---------- RAW DATA ----------

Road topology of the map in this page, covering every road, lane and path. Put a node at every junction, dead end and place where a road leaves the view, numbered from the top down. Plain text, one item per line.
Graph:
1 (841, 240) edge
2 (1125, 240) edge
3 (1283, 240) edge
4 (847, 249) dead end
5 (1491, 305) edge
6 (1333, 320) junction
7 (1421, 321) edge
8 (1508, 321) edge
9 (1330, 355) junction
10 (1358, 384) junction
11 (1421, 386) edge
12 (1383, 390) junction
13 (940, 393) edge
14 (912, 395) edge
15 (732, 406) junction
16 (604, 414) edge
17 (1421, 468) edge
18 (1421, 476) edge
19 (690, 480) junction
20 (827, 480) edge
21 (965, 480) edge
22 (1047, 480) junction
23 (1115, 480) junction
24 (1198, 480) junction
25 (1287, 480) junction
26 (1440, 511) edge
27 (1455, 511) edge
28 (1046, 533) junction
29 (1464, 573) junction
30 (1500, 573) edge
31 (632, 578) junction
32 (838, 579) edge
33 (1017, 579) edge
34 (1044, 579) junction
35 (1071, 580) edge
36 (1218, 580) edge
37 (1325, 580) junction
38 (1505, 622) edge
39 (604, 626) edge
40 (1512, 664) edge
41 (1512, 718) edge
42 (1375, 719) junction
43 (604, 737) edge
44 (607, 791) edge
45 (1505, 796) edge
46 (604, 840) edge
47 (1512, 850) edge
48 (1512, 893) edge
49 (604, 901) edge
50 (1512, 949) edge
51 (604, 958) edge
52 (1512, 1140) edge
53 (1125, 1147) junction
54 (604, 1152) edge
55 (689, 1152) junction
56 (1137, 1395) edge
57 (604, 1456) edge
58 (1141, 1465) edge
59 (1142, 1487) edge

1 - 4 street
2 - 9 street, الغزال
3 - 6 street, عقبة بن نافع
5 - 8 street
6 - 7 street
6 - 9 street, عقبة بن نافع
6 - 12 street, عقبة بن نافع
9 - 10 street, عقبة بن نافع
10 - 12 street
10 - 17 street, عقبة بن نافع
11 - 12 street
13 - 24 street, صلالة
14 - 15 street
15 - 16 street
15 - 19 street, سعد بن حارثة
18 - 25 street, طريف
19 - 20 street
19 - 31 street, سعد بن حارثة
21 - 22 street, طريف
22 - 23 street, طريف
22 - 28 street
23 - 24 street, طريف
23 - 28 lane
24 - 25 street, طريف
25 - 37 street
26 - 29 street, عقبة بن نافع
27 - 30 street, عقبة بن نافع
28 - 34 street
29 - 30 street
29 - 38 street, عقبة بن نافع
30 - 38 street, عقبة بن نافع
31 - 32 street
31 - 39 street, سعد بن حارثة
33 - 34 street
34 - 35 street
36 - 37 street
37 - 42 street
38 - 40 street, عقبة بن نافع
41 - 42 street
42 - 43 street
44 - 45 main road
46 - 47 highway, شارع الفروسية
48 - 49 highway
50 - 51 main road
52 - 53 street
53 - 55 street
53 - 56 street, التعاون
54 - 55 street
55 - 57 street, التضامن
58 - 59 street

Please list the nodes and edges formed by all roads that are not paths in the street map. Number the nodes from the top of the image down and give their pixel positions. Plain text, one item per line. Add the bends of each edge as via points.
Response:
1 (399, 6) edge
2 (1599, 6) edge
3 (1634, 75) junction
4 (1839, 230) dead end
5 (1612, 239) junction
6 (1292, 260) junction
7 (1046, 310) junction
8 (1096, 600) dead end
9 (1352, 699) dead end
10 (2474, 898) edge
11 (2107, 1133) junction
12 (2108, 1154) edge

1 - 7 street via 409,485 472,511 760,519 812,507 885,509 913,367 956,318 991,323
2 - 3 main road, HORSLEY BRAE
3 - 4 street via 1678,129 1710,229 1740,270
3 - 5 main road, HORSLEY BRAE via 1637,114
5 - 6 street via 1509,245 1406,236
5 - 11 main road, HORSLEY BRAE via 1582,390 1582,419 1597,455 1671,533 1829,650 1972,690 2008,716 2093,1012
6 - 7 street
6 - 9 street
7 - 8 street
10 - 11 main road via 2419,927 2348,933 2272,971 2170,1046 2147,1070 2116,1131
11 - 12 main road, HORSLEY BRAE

----------

▸ TASK REQUIREMENTS: Say only how many lines among the entries above contain the string "from".

▸ EXERCISE ANSWER: 2